DATA FOR THIS EXERCISE →
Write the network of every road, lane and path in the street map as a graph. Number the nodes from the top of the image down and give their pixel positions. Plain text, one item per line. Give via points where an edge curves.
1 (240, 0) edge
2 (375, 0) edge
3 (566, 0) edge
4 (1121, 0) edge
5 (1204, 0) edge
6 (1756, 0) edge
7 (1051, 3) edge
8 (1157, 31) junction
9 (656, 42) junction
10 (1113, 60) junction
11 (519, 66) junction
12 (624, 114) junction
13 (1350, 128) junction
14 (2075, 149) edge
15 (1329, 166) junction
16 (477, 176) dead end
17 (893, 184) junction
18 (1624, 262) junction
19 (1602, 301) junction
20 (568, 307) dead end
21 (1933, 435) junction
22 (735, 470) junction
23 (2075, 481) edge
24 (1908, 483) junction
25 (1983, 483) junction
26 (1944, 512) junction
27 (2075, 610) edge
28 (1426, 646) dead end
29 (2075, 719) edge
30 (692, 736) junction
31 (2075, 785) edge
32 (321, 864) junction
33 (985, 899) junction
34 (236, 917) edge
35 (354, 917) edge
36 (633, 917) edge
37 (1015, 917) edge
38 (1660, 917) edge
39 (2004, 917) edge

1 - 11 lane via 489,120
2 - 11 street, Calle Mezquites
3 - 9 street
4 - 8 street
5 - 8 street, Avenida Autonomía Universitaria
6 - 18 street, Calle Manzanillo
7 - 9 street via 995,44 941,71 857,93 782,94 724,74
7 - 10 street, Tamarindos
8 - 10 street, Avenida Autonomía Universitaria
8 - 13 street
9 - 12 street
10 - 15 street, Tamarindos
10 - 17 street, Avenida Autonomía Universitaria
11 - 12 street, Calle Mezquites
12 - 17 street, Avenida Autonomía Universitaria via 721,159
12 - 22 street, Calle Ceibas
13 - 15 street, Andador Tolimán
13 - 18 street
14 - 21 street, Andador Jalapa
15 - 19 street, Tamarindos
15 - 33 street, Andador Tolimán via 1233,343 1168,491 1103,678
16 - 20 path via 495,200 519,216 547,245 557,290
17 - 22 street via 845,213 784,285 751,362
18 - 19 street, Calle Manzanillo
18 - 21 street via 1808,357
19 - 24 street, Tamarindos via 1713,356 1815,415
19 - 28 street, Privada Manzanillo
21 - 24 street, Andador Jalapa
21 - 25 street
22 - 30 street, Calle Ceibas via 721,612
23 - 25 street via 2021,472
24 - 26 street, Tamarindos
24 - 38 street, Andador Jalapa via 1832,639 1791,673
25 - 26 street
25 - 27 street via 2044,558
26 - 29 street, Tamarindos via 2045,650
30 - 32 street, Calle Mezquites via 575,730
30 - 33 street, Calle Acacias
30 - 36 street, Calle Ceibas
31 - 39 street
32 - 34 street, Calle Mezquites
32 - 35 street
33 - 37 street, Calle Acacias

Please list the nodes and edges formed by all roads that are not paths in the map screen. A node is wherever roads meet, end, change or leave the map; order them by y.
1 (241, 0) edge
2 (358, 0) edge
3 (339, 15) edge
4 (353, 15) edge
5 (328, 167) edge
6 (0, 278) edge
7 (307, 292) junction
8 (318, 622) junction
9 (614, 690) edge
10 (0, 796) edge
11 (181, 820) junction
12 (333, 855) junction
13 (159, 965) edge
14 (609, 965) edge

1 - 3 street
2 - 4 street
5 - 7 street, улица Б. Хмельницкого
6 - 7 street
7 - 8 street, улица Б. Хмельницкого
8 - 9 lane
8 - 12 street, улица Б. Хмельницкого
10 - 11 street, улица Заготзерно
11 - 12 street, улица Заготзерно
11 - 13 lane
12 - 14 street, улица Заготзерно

EXERCISE INSTRUCTIONS → Produce an exact copy of each line from the one holding "Please list the" through the last line of the records, both included, and nothing more.

RESPONSE BOX →
Please list the nodes and edges formed by all roads that are not paths in the map screen. A node is wherever roads meet, end, change or leave the map; order them by y.
1 (241, 0) edge
2 (358, 0) edge
3 (339, 15) edge
4 (353, 15) edge
5 (328, 167) edge
6 (0, 278) edge
7 (307, 292) junction
8 (318, 622) junction
9 (614, 690) edge
10 (0, 796) edge
11 (181, 820) junction
12 (333, 855) junction
13 (159, 965) edge
14 (609, 965) edge

1 - 3 street
2 - 4 street
5 - 7 street, улица Б. Хмельницкого
6 - 7 street
7 - 8 street, улица Б. Хмельницкого
8 - 9 lane
8 - 12 street, улица Б. Хмельницкого
10 - 11 street, улица Заготзерно
11 - 12 street, улица Заготзерно
11 - 13 lane
12 - 14 street, улица Заготзерно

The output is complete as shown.